Tuesday, January 9, 2007

Ferry expensive journey

Kangaroo Island is in the thrall of an overpriced monopoly ferry service to and from the South Australian mainland.

by Eric Ellis

IT WAS was Steve Ballmer, Bill Gates' business partner, who conveniently wouldn't recognise a monopoly "unless someone pointed one out to me."

Well, even Ballmer might spot one of Australia's tastiest monopolies, SeaLink's ferry to the fast-rising tourist hotspot Kangaroo Island.

Or he might blanch, as tourists do, at forking out $437 for a family of five's return passage. Locals half-joke that they need a Microsoft-style fortune to get to the South Australian mainland, just 45 minutes away.

"It's one of the most expensive boat rides in the world," grouses Michael Pengilly, the island's former mayor and now its Liberal member in the SA parliament. "Something has to be done, it has the potential of strangling us," he says, as the island transforms itself into a pristine international magnet, scaling up its current 150,000 annual visitors to an anticipated 500,000 by 2012 - another bonanza for SeaLink, which takes 10% to 25% commissions from local hoteliers.

A lot of islanders agree. Many are drought-stricken farmers in reluctant transition to boutique hoteliers. They grumble that SeaLink has them "by the short and curlies", and that though KI charms tourists, they baulk at a second visit at that price.

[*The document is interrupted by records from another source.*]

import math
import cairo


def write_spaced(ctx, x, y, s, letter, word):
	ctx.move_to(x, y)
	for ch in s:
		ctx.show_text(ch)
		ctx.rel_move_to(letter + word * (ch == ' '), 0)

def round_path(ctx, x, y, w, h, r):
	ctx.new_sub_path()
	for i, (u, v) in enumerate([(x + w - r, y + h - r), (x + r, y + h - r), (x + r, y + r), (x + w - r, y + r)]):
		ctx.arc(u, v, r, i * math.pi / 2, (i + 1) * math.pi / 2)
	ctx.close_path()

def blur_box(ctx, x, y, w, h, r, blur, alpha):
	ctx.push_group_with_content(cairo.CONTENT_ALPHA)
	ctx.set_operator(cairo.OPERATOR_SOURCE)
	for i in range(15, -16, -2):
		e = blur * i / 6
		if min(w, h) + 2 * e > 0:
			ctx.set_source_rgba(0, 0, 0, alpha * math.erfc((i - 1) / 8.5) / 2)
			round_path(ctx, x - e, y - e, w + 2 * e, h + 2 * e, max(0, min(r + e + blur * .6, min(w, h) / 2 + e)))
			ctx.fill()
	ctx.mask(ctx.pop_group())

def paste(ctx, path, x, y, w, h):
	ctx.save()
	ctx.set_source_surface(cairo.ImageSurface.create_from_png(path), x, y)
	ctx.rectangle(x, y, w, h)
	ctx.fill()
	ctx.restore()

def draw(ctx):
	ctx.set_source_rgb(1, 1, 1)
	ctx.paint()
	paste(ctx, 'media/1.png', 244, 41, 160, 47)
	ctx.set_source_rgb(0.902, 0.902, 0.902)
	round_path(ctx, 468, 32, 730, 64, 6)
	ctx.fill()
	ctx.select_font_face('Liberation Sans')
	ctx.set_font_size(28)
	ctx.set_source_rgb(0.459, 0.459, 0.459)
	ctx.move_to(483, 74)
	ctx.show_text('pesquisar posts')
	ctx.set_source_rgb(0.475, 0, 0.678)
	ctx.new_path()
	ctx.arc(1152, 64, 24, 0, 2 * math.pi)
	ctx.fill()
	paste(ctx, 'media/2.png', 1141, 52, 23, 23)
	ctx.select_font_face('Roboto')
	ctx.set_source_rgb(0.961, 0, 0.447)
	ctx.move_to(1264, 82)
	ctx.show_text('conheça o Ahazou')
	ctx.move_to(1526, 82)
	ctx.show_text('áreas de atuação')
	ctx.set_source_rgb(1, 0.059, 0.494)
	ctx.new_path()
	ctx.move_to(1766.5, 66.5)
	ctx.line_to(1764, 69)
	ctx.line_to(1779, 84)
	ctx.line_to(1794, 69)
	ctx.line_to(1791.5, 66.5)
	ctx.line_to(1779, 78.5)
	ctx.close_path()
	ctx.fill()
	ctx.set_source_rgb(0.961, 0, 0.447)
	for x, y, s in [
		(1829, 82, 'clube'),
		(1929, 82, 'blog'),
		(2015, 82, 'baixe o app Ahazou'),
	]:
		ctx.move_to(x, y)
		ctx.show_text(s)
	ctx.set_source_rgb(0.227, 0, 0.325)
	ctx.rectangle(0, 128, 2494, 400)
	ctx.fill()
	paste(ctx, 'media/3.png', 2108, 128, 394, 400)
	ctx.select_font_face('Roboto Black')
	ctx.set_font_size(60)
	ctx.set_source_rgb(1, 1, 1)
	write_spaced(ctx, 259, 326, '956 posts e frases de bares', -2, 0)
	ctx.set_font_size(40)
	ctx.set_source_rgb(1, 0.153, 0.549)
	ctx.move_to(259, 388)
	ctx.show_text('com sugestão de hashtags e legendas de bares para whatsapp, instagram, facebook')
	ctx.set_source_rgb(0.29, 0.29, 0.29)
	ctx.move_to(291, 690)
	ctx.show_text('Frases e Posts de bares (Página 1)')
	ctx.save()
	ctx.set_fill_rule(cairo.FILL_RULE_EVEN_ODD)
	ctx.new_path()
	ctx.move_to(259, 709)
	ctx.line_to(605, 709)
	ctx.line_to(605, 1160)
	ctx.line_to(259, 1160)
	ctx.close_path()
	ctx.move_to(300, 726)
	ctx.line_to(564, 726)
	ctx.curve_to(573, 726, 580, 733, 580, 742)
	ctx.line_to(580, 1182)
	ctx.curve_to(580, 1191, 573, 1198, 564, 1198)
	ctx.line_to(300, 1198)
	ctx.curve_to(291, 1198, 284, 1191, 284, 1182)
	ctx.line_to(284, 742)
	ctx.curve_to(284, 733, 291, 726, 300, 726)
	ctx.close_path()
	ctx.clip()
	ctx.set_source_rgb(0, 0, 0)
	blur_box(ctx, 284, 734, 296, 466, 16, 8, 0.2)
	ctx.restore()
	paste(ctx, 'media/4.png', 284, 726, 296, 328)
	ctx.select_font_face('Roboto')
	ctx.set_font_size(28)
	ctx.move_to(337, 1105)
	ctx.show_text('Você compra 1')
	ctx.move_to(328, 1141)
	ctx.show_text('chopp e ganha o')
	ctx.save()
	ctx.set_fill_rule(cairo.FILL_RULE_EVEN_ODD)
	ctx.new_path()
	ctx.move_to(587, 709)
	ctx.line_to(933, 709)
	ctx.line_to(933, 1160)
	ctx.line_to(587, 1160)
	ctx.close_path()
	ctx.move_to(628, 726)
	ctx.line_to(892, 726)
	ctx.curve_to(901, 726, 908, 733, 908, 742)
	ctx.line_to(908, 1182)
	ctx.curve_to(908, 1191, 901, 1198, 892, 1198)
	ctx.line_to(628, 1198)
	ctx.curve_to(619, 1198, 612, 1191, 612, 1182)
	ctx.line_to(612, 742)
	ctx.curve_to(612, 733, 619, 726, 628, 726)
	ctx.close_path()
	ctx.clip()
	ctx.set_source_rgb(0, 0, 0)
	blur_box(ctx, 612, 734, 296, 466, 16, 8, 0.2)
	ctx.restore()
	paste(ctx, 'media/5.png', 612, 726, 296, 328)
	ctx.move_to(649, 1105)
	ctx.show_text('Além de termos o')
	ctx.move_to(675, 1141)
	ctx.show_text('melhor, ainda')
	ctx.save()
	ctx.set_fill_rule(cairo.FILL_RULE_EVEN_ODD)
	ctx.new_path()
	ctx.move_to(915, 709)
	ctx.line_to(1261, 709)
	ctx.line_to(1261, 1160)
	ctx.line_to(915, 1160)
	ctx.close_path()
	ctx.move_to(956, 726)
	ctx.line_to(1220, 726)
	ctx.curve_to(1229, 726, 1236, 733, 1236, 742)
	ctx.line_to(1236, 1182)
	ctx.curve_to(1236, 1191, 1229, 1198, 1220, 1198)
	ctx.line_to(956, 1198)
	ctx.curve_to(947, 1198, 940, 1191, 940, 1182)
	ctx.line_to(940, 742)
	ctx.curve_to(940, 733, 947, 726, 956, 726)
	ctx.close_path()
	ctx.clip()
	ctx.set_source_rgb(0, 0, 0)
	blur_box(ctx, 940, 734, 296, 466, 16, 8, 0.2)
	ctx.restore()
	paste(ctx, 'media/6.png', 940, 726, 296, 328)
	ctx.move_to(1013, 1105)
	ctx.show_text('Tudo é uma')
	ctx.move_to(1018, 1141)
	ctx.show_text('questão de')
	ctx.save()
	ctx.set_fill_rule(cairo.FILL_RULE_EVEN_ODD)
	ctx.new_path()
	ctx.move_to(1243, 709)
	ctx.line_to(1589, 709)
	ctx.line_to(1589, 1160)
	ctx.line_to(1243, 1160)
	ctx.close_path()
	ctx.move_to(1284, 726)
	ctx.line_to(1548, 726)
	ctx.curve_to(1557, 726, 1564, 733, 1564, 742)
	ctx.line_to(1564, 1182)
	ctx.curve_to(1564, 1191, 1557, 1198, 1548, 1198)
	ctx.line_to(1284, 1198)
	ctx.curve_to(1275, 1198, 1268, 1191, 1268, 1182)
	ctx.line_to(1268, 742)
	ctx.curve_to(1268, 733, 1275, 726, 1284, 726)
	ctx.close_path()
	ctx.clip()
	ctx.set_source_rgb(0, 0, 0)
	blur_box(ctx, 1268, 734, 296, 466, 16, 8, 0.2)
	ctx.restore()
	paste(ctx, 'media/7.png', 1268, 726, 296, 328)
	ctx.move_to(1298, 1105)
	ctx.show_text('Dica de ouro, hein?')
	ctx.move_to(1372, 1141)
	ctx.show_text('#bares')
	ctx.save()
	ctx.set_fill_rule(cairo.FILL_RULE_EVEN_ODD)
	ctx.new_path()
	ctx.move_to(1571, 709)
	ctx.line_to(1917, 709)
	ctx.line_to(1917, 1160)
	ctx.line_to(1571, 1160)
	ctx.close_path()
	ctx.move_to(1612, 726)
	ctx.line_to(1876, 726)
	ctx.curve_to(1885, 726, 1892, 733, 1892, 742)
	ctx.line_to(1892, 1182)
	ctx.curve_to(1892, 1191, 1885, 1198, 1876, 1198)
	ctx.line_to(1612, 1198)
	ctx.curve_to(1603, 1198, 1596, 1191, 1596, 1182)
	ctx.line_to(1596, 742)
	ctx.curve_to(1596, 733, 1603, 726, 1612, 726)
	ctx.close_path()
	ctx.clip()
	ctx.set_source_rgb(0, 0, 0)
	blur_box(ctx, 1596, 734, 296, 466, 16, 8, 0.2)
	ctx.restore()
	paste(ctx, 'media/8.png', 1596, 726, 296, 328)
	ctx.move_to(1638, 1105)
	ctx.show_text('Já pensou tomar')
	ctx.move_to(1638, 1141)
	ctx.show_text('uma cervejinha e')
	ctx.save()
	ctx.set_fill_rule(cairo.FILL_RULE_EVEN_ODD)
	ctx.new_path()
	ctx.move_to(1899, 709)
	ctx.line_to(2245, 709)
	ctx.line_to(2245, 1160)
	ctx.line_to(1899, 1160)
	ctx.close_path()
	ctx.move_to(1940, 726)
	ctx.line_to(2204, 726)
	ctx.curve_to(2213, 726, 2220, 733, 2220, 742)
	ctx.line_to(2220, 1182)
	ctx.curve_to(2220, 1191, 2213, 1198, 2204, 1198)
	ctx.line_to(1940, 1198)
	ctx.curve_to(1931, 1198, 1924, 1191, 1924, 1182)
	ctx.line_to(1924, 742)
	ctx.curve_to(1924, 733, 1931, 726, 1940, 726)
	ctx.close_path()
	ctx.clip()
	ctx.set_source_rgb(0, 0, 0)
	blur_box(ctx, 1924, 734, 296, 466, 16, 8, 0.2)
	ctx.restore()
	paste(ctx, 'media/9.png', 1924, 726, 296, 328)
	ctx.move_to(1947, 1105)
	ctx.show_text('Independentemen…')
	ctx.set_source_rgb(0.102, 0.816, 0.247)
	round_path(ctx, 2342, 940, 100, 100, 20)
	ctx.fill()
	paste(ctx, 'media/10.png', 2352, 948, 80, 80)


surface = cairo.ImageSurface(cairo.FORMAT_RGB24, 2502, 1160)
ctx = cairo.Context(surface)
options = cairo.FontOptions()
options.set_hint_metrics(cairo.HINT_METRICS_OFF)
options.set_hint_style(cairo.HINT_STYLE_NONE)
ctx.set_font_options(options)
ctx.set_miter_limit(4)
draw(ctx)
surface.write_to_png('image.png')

It is certainly Australia's most expensive major ferry route. A return journey on a similar vessel the same distance across Queensland's Moreton Bay to Stradbroke Island would cost that same family and their car just $112. The 22-hour return between Melbourne and Devonport, Tasmania, is about double the price for KI, but is 15 times longer.

KI ferry-goers pay $16.80 for every seabound kilometre, compared with $1.15 across Bass Strait and $4.60 for the Straddie ride. A handful of operators have tried to compete but they have been muscled off by SeaLink.

(Still, SeaLink is a relative bargain compared with that other great overpriced ferry monopoly, the $75 return for the 10 minutes between Fraser Island and the Noosa-side beaches.)

Pengilly says KI's problem is that it's safe Liberal territory in a Labor state. "We don't have the vulnerable seats that Tassie does so we don't get the ... I wanna say bribes but let's say ... handouts."

SeaLink boss Jeff Ellison makes no apology for the price-gouging. He says that unlike the Bass Strait service, seen as part of the national road network, SeaLink gets no government subsidy, and is over-slugged by Adelaide for using piers. "I'd like nothing more to lower the prices but we can't afford to."

The island is divided about who to blame. Pengilly points the finger at SA state transport minister Pat Conlon who, he says, could "halve the price with the stroke of a pen" and release subsidies, while other islanders say the ferry company "sets the prices it wants because it can". For his part, Conlon's press secretary Matt Clemow said he "didn't know it was so expensive down there".